02.10.07
Comprei, inicialmente para a namorada - ainda não era noiva(!), o livro de Jodi Picoult, O Décimo Círculo.
Confirmara na internet o ruído do sucesso. Bestseller em vários países procurei um livro da autora que me parecesse de temática mais difícil de abordar. Escolhi este décimo Círculo porque além do tema da violação, abordava também a temática do Inferno de Dante, daí os círculos.
Acrescente-se que Daniel, o pai da vítima, é autor de BD e o próprio livro tem dentro de si um comic book para apostar neste título. Não posso dizer que tenha saído chamuscado.
O livro é duro e cruel quando o deve ser, mas acima de tudo não trata nenhum assunto ou sentimento com paninhos quentes, não sei como serão os outros livros da autora, mas este convenceu-me.
Claro que há a noção, típica da literatura, que quanto mais desgraças acontecerem maior a libertação final para as personagens. De qualquer modo o que me convenceu foi a forma como os sentimentos são descritos, a forma como o livro é ligeiramente mais completo do que o normal, não sendo infantil. O carácter dúbio daquilo que se sente, a forma como podemos esconder a nossa personalidade e os nossos defeitos, como nos destruímos e "ressuscitamos" das cinzas, como não queremos ver a perda daqueles que amamos e a distância dos e nos relacionamentos são alguns dos temas abordados.
A ler...
(7,5 (quase oito)/10) - a arte da BD é incipiente e confusa, por vezes, e ter Lucífer de óculos escuros é simplesmente foleiro.



JP Simões é o vocalista de Belle Chase Hotel, responsável por um memorável concerto na Aula Magna e one man show por excelência, do Quinteto Tati e artista por conta próopria.
Escreveu há uns anos a Ópera do Falhado, que não li, nem vi, e editou agora, juntamente com André Carrilho, o interessantíssimo O vírus da Vida.

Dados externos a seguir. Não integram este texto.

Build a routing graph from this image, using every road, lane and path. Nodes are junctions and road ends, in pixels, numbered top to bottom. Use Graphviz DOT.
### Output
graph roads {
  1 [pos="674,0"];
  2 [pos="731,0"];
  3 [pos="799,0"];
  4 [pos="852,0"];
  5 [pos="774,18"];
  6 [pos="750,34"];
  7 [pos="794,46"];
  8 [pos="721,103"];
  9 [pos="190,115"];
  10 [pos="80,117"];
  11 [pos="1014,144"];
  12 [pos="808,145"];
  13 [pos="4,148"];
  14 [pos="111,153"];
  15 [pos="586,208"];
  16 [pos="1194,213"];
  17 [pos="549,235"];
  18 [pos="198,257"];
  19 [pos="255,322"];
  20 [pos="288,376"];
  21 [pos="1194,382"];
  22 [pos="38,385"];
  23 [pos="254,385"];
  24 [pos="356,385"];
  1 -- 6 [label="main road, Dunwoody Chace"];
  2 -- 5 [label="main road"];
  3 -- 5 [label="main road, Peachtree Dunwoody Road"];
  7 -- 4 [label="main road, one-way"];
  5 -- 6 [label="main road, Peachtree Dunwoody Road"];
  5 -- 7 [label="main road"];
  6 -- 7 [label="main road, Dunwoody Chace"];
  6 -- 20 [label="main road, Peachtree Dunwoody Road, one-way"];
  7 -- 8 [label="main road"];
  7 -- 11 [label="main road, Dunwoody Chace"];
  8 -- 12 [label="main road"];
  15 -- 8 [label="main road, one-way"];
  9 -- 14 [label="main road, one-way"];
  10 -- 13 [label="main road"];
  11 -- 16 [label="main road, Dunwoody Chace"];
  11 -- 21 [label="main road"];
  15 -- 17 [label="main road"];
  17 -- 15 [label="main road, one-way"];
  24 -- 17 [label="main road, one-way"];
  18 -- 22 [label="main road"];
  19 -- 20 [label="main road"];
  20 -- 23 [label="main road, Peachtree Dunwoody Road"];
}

Pequeno livro, de curtas e mordazes narrativas, O vírus da Vida é uma crítica à actual forma de vida. Bem humorado, Jp Simões destrói a imagem feliz que temos da vida do século XXI. Pessoas que já não são capazes de viver, ainda que o tenham de fazer, sem a ajuda da tecnologia. Lê-se de uma penada, mas traz algo mais à figura artística de JP Simões. A ler.